JOGLOSEMARNEWS.COM Daerah Karanganyar

Dua Paslon Pilkada Karanganyar Disemprit. Rohadi-Ida Tersandung Timses Ilegal, Juliyatmono Terseret Netralitas Camat dan PNS

Deklarasi Pilkada Damai di Alun-Alun Karanganyar, Minggu (18/2/2018). Foto/Wardoyo
Deklarasi Pilkada Damai di Alun-Alun Karanganyar, Minggu (18/2/2018).
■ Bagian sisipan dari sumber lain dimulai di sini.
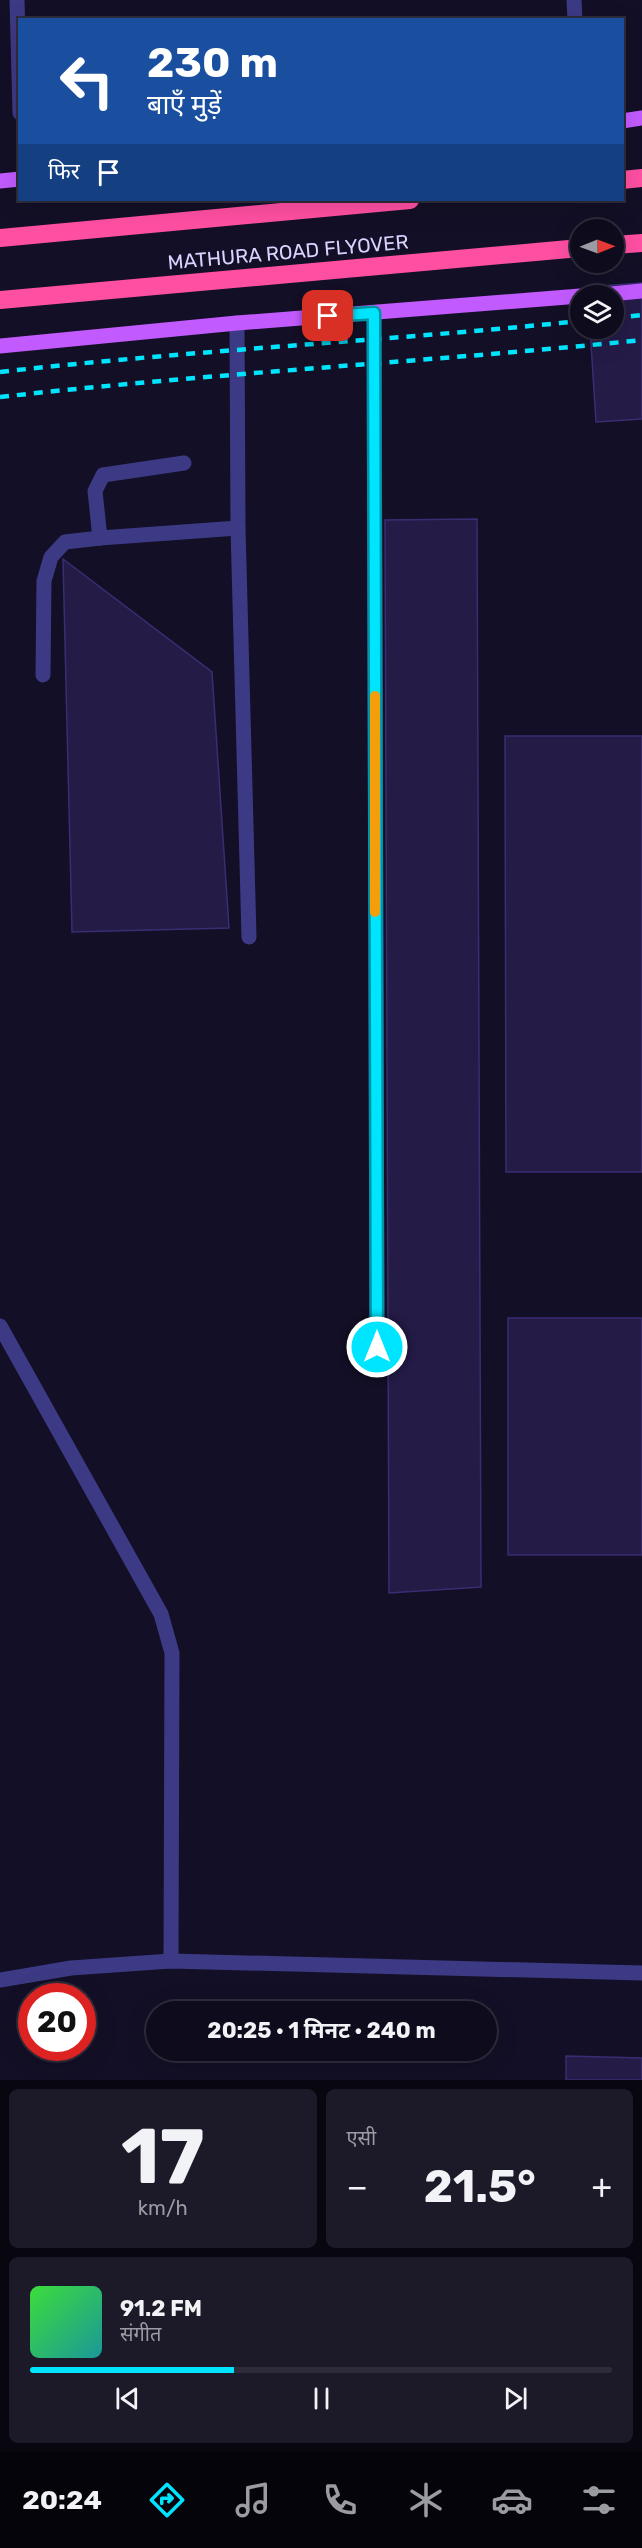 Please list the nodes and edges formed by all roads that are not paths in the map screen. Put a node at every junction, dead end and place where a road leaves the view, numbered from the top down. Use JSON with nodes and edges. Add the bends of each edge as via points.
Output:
{"nodes":[{"id":1,"x":17,"y":0,"type":"edge"},
{"id":2,"x":574,"y":0,"type":"edge"},
{"id":3,"x":575,"y":18,"type":"edge"},
{"id":4,"x":18,"y":38,"type":"edge"},
{"id":5,"x":642,"y":118,"type":"edge"},
{"id":6,"x":624,"y":120,"type":"edge"},
{"id":7,"x":642,"y":178,"type":"edge"},
{"id":8,"x":18,"y":179,"type":"edge"},
{"id":9,"x":624,"y":180,"type":"edge"},
{"id":10,"x":0,"y":181,"type":"edge"},
{"id":11,"x":399,"y":201,"type":"edge"},
{"id":12,"x":0,"y":238,"type":"edge"},
{"id":13,"x":642,"y":243,"type":"edge"},
{"id":14,"x":624,"y":244,"type":"edge"},
{"id":15,"x":570,"y":249,"type":"edge"},
{"id":16,"x":642,"y":291,"type":"edge"},
{"id":17,"x":624,"y":293,"type":"edge"},
{"id":18,"x":570,"y":297,"type":"edge"},
{"id":19,"x":0,"y":300,"type":"edge"},
{"id":20,"x":374,"y":313,"type":"junction"},
{"id":21,"x":237,"y":323,"type":"junction"},
{"id":22,"x":0,"y":346,"type":"edge"},
{"id":23,"x":184,"y":463,"type":"dead end"},
{"id":24,"x":238,"y":528,"type":"junction"},
{"id":25,"x":100,"y":538,"type":"junction"},
{"id":26,"x":43,"y":675,"type":"dead end"},
{"id":27,"x":249,"y":937,"type":"dead end"},
{"id":28,"x":0,"y":1326,"type":"edge"},
{"id":29,"x":377,"y":1347,"type":"dead end"},
{"id":30,"x":171,"y":1961,"type":"junction"},
{"id":31,"x":642,"y":1973,"type":"edge"},
{"id":32,"x":0,"y":1980,"type":"edge"}],
"edges":[{"from":1,"to":4,"type":"street"},
{"from":2,"to":3,"type":"street"},
{"from":5,"to":6,"type":"main road"},
{"from":7,"to":9,"type":"highway"},
{"from":8,"to":10,"type":"main road"},
{"from":11,"to":12,"type":"highway","name":"MATHURA ROAD FLYOVER"},
{"from":13,"to":14,"type":"highway"},
{"from":15,"to":19,"type":"highway","name":"MATHURA ROAD FLYOVER"},
{"from":16,"to":17,"type":"main road"},
{"from":18,"to":20,"type":"main road"},
{"from":20,"to":21,"type":"main road"},
{"from":20,"to":29,"type":"street"},
{"from":21,"to":22,"type":"main road"},
{"from":21,"to":24,"type":"street"},
{"from":23,"to":25,"type":"street","via":[[103,475],[95,491]]},
{"from":24,"to":25,"type":"street"},
{"from":24,"to":27,"type":"street"},
{"from":25,"to":26,"type":"street","via":[[64,542],[51,557],[44,581]]},
{"from":28,"to":30,"type":"street","via":[[161,1614],[172,1653]]},
{"from":30,"to":31,"type":"street"},
{"from":30,"to":32,"type":"street","via":[[71,1968]]}]} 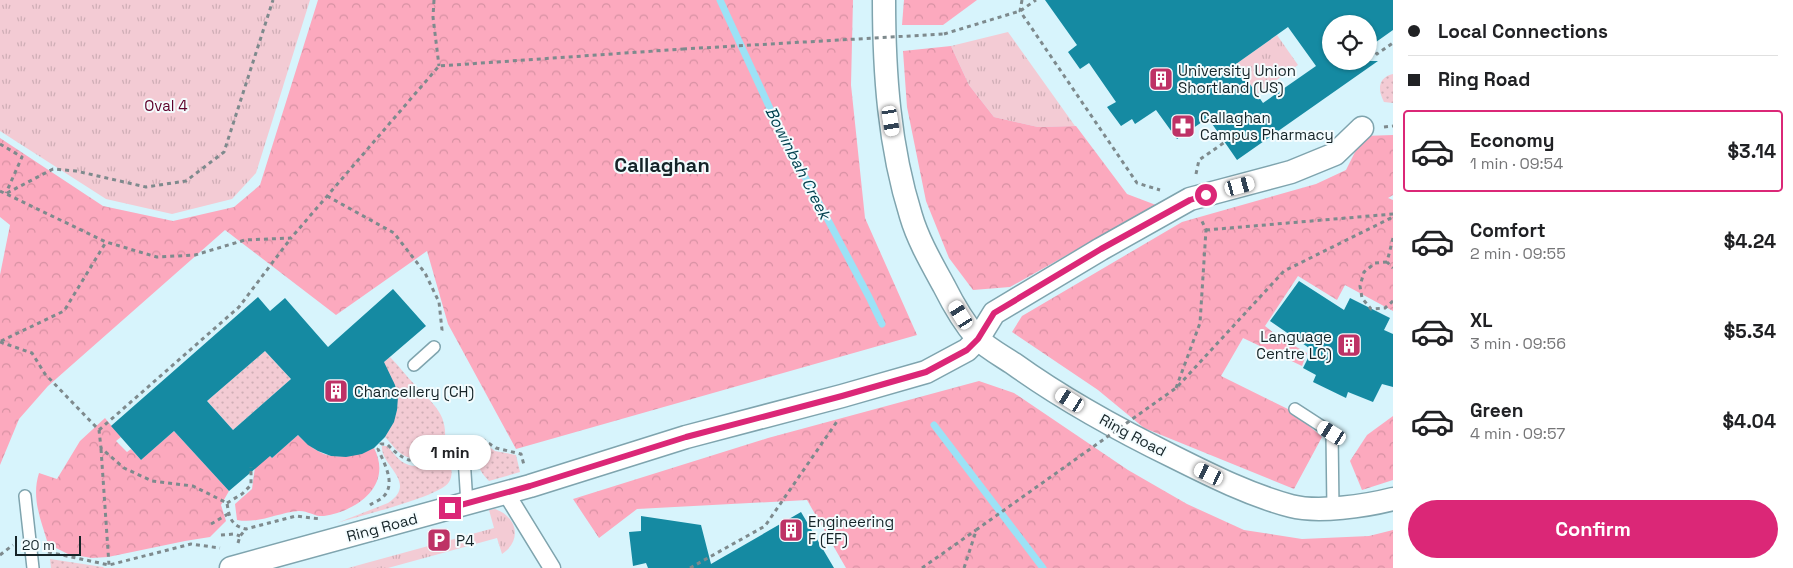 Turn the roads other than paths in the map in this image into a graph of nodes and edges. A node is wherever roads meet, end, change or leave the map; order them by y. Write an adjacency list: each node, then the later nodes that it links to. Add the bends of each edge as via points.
1 (884, 0): 3 (street, via 884,55 891,121 911,217 942,282)
2 (1362, 128): 3 (street, via 1335,154 1291,172 1190,200 994,313)
3 (978, 339): 8 (street, Ring Road, via 967,350 926,372 686,437); 12 (street, Ring Road, via 1084,409 1224,482 1293,507)
4 (434, 347): 5 (lane)
5 (414, 365)
6 (1295, 409): 12 (lane, via 1332,433)
7 (463, 442): 11 (lane)
8 (506, 493): 11 (street, Ring Road); 15 (street)
9 (25, 496): 13 (lane)
10 (1393, 499): 12 (street, Ring Road)
11 (467, 504): 14 (street, Ring Road)
12 (1333, 509)
13 (33, 568)
14 (231, 568)
15 (552, 568) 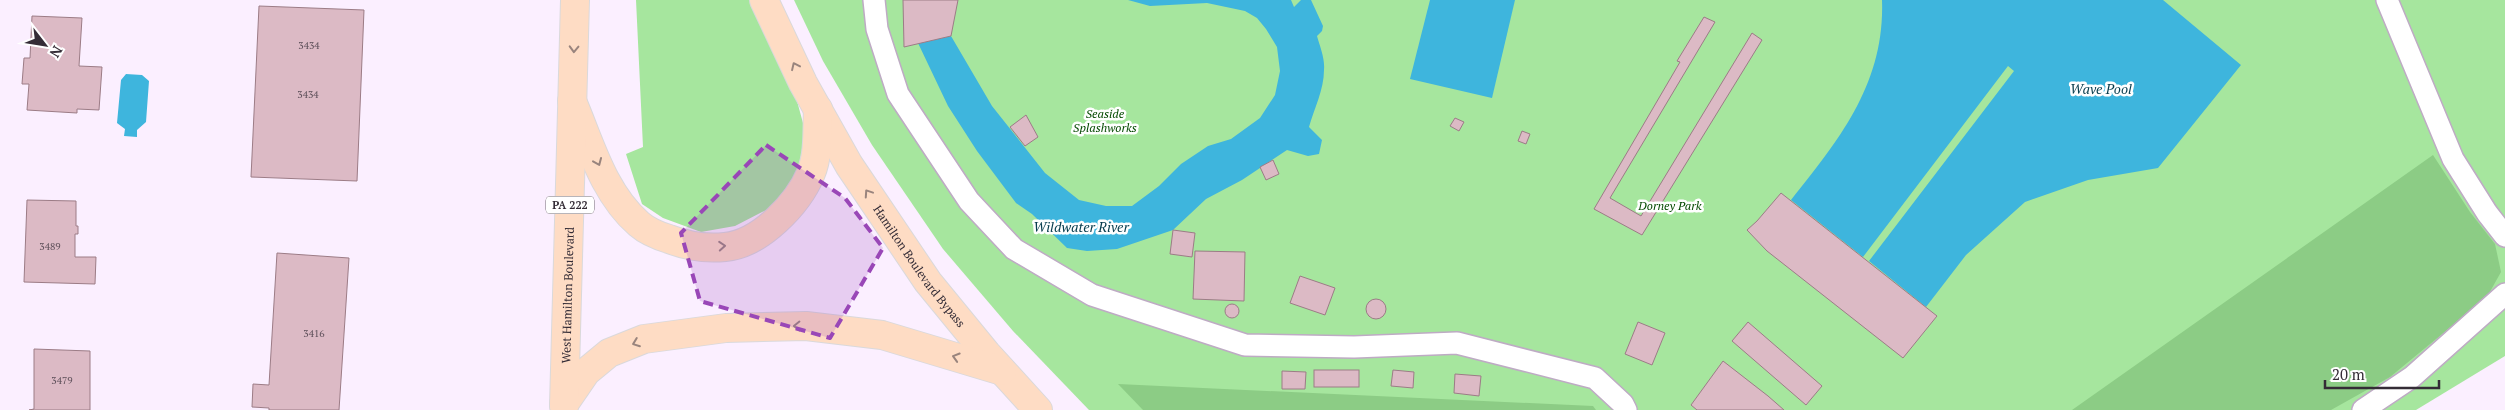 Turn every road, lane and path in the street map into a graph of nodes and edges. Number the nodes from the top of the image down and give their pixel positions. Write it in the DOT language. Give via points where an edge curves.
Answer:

Foto/Wardoyo

KARANGANYAR-  Dua Paslon yang berlaga di Pilkada Karanganyar sama-sama mendapat peringatan dari KPU setempat terkait indikasi pelanggaran selama kampanye.

Pasangan calon bupati Karanganyar nomor urut satu, Rohadi Widodo-Ida Retno Wahyuningsih bersama tim kampanye, mendapat surat peringatan terkait pelanggaran pelaksanaan kampanye yang dilakukan oleh Timses di luar tim yang didaftarkan pasangan itu.

Pelanggaran tersebut terjadi di Kecamatan Jatipuro,  Jumantono, Mojogedang dan Matesih pada tanggal 14 April 2018 lalu. Menurut KPU, kampanye tersebut, dilakukan oleh tim relawan yang tidak didaftarkan ke KPU.

“ Sehubungan dengan hal tersebut, untuk ketertiban pelaksanaan kampanye Pilbup Karanganyar, maka KPU Karanganyar memberikan peringatan kepada cabup atau tim suksesnya,” ujar Ketua KPU, Sri Handoko dalam suratnya tertanggal 24 April 2018.

Baca Juga :  Status Positif Covid-19 pada Paslon Peserta Pilkada Serentak 2020 Bakal Pengaruhi Nomor Urut, Bisa Dapat Nomor Urut Sisa atau Terakhir

Dalam surat peringatan tersebut, KPU juga meminta kepada calon bupati nomor urut satu dan tim suksesnya, agar dalam melaksanakan kampanye, harus dilakukan oleh tim yang telah terdaftar di KPU.

Disisi lain, terkait laporan dugaan pelanggaran kampanye yang dilakukan oleh Juliyatmono dan ketidaknetralan PNS, masih memproses laporan tersebut.

“Pelaporan masih dalam proses kajian dan panwaskab  juga sudah meminta penjelasan dari kecamatan. Jika sudah ada keputusan, akan kita sampaikan,” ujar Komisioner Panwaslu, Sudarsono.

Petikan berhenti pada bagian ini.